(Beginning of Listed entries)

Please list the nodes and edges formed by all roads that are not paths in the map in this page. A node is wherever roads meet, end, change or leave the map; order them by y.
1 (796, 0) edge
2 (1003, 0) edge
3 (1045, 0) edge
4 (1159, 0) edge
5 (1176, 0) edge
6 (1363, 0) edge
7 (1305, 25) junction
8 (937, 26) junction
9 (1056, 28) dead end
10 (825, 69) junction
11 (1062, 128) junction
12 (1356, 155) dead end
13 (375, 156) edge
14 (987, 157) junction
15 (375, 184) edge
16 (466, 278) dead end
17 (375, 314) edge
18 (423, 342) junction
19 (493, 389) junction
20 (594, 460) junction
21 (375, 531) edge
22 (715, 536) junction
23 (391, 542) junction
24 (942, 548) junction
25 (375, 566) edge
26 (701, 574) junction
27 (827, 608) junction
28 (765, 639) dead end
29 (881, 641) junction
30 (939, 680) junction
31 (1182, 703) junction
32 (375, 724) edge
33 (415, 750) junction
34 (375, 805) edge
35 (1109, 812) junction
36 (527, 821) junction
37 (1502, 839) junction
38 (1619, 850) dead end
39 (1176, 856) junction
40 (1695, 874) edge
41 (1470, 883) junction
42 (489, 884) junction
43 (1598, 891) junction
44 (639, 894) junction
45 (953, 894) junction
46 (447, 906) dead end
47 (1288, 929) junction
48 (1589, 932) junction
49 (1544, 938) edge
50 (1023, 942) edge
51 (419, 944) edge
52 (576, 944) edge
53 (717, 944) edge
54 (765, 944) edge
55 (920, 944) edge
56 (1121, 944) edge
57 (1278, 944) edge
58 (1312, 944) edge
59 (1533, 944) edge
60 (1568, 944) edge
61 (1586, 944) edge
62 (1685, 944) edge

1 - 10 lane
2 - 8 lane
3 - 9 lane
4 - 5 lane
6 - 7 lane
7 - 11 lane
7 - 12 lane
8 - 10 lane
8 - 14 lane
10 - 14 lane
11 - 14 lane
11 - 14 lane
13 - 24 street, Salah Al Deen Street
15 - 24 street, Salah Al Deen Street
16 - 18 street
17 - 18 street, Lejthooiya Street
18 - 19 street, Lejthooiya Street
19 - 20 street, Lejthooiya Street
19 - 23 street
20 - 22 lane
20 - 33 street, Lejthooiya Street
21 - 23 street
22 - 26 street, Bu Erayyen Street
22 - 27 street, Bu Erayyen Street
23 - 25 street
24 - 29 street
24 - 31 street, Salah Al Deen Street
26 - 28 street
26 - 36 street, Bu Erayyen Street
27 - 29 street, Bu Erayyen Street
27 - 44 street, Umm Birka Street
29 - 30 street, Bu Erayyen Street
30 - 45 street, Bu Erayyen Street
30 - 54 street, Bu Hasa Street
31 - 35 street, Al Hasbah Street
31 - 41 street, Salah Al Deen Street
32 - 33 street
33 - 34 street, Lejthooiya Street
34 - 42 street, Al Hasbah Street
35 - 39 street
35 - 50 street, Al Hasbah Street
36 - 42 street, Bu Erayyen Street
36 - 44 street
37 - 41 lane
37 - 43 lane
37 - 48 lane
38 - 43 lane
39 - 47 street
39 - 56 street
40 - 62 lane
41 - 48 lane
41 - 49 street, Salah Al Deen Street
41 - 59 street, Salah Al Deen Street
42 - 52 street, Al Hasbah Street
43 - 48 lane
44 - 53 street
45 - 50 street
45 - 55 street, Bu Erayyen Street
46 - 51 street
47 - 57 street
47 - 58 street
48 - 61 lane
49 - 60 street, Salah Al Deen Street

(End of Listed entries)

Report the number of lines above that hold "Lejthooiya", and leave out everything else.

5